Task goal: Nothing in the records that follow should differ once you have copied them out.

Data excerpts:
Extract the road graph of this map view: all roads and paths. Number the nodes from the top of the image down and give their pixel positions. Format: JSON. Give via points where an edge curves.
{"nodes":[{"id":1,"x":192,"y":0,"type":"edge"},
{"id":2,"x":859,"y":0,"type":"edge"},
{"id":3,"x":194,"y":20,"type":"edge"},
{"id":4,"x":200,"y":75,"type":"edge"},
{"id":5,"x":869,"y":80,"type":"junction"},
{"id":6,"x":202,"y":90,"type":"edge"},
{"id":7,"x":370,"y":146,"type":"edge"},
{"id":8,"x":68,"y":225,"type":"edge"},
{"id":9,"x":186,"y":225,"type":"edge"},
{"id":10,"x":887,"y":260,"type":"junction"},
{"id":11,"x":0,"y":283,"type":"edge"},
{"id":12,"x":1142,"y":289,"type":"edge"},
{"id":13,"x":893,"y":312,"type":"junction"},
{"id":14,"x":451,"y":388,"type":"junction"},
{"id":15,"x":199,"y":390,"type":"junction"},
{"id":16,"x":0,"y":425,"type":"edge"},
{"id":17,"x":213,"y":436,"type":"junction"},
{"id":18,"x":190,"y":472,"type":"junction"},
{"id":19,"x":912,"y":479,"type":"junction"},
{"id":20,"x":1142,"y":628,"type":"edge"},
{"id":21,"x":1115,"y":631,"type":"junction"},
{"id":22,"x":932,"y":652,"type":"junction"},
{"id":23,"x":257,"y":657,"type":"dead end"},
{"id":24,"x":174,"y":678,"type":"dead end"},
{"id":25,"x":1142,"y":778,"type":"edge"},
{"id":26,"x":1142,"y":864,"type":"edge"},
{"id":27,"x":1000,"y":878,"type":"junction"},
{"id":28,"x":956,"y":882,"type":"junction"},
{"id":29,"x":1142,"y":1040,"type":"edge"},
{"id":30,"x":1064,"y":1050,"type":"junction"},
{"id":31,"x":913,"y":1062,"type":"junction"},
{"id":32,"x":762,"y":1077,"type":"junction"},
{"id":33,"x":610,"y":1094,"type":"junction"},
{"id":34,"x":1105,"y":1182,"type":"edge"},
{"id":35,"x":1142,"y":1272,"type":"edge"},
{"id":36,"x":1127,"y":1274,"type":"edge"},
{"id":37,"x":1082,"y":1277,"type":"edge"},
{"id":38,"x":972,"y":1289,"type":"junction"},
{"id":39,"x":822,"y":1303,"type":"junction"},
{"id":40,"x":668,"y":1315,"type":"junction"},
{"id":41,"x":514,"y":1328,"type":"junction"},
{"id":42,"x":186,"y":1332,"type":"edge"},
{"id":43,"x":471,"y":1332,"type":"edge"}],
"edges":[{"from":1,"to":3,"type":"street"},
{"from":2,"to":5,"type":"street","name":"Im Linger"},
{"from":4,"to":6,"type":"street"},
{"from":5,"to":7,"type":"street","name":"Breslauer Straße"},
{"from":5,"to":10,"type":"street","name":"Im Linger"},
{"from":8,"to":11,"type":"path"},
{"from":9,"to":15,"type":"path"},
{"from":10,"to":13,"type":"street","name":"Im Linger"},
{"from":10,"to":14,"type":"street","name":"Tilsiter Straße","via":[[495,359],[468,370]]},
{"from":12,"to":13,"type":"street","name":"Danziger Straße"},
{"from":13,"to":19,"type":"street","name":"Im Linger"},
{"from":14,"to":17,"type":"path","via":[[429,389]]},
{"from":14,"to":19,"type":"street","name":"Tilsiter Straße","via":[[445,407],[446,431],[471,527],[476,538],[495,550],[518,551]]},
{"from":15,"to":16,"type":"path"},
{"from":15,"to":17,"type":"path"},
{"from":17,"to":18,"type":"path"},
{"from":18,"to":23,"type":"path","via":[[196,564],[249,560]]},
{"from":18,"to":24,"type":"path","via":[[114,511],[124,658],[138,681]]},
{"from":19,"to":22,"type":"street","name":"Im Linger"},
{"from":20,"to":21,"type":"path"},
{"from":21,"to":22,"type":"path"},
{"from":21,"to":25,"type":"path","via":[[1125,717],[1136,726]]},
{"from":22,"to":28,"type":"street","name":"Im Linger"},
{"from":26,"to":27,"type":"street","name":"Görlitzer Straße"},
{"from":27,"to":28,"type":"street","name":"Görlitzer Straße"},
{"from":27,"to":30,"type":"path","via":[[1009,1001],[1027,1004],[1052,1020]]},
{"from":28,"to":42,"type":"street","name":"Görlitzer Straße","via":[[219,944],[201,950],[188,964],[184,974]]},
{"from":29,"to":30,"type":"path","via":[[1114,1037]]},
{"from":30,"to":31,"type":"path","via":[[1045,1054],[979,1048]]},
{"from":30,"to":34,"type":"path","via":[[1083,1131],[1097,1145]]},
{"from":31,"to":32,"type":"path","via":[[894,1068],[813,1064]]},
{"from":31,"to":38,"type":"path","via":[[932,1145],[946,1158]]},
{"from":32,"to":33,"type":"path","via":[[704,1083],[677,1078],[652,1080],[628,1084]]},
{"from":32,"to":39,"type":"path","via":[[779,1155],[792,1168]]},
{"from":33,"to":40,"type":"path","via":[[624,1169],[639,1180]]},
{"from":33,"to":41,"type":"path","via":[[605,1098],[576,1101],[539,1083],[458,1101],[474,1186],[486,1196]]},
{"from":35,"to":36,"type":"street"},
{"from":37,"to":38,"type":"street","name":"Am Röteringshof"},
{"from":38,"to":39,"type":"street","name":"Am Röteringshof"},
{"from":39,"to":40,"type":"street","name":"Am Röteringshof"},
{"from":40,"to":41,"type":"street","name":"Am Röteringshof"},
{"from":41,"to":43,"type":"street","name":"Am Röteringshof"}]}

Answer space:
Extract the road graph of this map view: all roads and paths. Number the nodes from the top of the image down and give their pixel positions. Format: JSON. Give via points where an edge curves.
{"nodes":[{"id":1,"x":192,"y":0,"type":"edge"},
{"id":2,"x":859,"y":0,"type":"edge"},
{"id":3,"x":194,"y":20,"type":"edge"},
{"id":4,"x":200,"y":75,"type":"edge"},
{"id":5,"x":869,"y":80,"type":"junction"},
{"id":6,"x":202,"y":90,"type":"edge"},
{"id":7,"x":370,"y":146,"type":"edge"},
{"id":8,"x":68,"y":225,"type":"edge"},
{"id":9,"x":186,"y":225,"type":"edge"},
{"id":10,"x":887,"y":260,"type":"junction"},
{"id":11,"x":0,"y":283,"type":"edge"},
{"id":12,"x":1142,"y":289,"type":"edge"},
{"id":13,"x":893,"y":312,"type":"junction"},
{"id":14,"x":451,"y":388,"type":"junction"},
{"id":15,"x":199,"y":390,"type":"junction"},
{"id":16,"x":0,"y":425,"type":"edge"},
{"id":17,"x":213,"y":436,"type":"junction"},
{"id":18,"x":190,"y":472,"type":"junction"},
{"id":19,"x":912,"y":479,"type":"junction"},
{"id":20,"x":1142,"y":628,"type":"edge"},
{"id":21,"x":1115,"y":631,"type":"junction"},
{"id":22,"x":932,"y":652,"type":"junction"},
{"id":23,"x":257,"y":657,"type":"dead end"},
{"id":24,"x":174,"y":678,"type":"dead end"},
{"id":25,"x":1142,"y":778,"type":"edge"},
{"id":26,"x":1142,"y":864,"type":"edge"},
{"id":27,"x":1000,"y":878,"type":"junction"},
{"id":28,"x":956,"y":882,"type":"junction"},
{"id":29,"x":1142,"y":1040,"type":"edge"},
{"id":30,"x":1064,"y":1050,"type":"junction"},
{"id":31,"x":913,"y":1062,"type":"junction"},
{"id":32,"x":762,"y":1077,"type":"junction"},
{"id":33,"x":610,"y":1094,"type":"junction"},
{"id":34,"x":1105,"y":1182,"type":"edge"},
{"id":35,"x":1142,"y":1272,"type":"edge"},
{"id":36,"x":1127,"y":1274,"type":"edge"},
{"id":37,"x":1082,"y":1277,"type":"edge"},
{"id":38,"x":972,"y":1289,"type":"junction"},
{"id":39,"x":822,"y":1303,"type":"junction"},
{"id":40,"x":668,"y":1315,"type":"junction"},
{"id":41,"x":514,"y":1328,"type":"junction"},
{"id":42,"x":186,"y":1332,"type":"edge"},
{"id":43,"x":471,"y":1332,"type":"edge"}],
"edges":[{"from":1,"to":3,"type":"street"},
{"from":2,"to":5,"type":"street","name":"Im Linger"},
{"from":4,"to":6,"type":"street"},
{"from":5,"to":7,"type":"street","name":"Breslauer Straße"},
{"from":5,"to":10,"type":"street","name":"Im Linger"},
{"from":8,"to":11,"type":"path"},
{"from":9,"to":15,"type":"path"},
{"from":10,"to":13,"type":"street","name":"Im Linger"},
{"from":10,"to":14,"type":"street","name":"Tilsiter Straße","via":[[495,359],[468,370]]},
{"from":12,"to":13,"type":"street","name":"Danziger Straße"},
{"from":13,"to":19,"type":"street","name":"Im Linger"},
{"from":14,"to":17,"type":"path","via":[[429,389]]},
{"from":14,"to":19,"type":"street","name":"Tilsiter Straße","via":[[445,407],[446,431],[471,527],[476,538],[495,550],[518,551]]},
{"from":15,"to":16,"type":"path"},
{"from":15,"to":17,"type":"path"},
{"from":17,"to":18,"type":"path"},
{"from":18,"to":23,"type":"path","via":[[196,564],[249,560]]},
{"from":18,"to":24,"type":"path","via":[[114,511],[124,658],[138,681]]},
{"from":19,"to":22,"type":"street","name":"Im Linger"},
{"from":20,"to":21,"type":"path"},
{"from":21,"to":22,"type":"path"},
{"from":21,"to":25,"type":"path","via":[[1125,717],[1136,726]]},
{"from":22,"to":28,"type":"street","name":"Im Linger"},
{"from":26,"to":27,"type":"street","name":"Görlitzer Straße"},
{"from":27,"to":28,"type":"street","name":"Görlitzer Straße"},
{"from":27,"to":30,"type":"path","via":[[1009,1001],[1027,1004],[1052,1020]]},
{"from":28,"to":42,"type":"street","name":"Görlitzer Straße","via":[[219,944],[201,950],[188,964],[184,974]]},
{"from":29,"to":30,"type":"path","via":[[1114,1037]]},
{"from":30,"to":31,"type":"path","via":[[1045,1054],[979,1048]]},
{"from":30,"to":34,"type":"path","via":[[1083,1131],[1097,1145]]},
{"from":31,"to":32,"type":"path","via":[[894,1068],[813,1064]]},
{"from":31,"to":38,"type":"path","via":[[932,1145],[946,1158]]},
{"from":32,"to":33,"type":"path","via":[[704,1083],[677,1078],[652,1080],[628,1084]]},
{"from":32,"to":39,"type":"path","via":[[779,1155],[792,1168]]},
{"from":33,"to":40,"type":"path","via":[[624,1169],[639,1180]]},
{"from":33,"to":41,"type":"path","via":[[605,1098],[576,1101],[539,1083],[458,1101],[474,1186],[486,1196]]},
{"from":35,"to":36,"type":"street"},
{"from":37,"to":38,"type":"street","name":"Am Röteringshof"},
{"from":38,"to":39,"type":"street","name":"Am Röteringshof"},
{"from":39,"to":40,"type":"street","name":"Am Röteringshof"},
{"from":40,"to":41,"type":"street","name":"Am Röteringshof"},
{"from":41,"to":43,"type":"street","name":"Am Röteringshof"}]}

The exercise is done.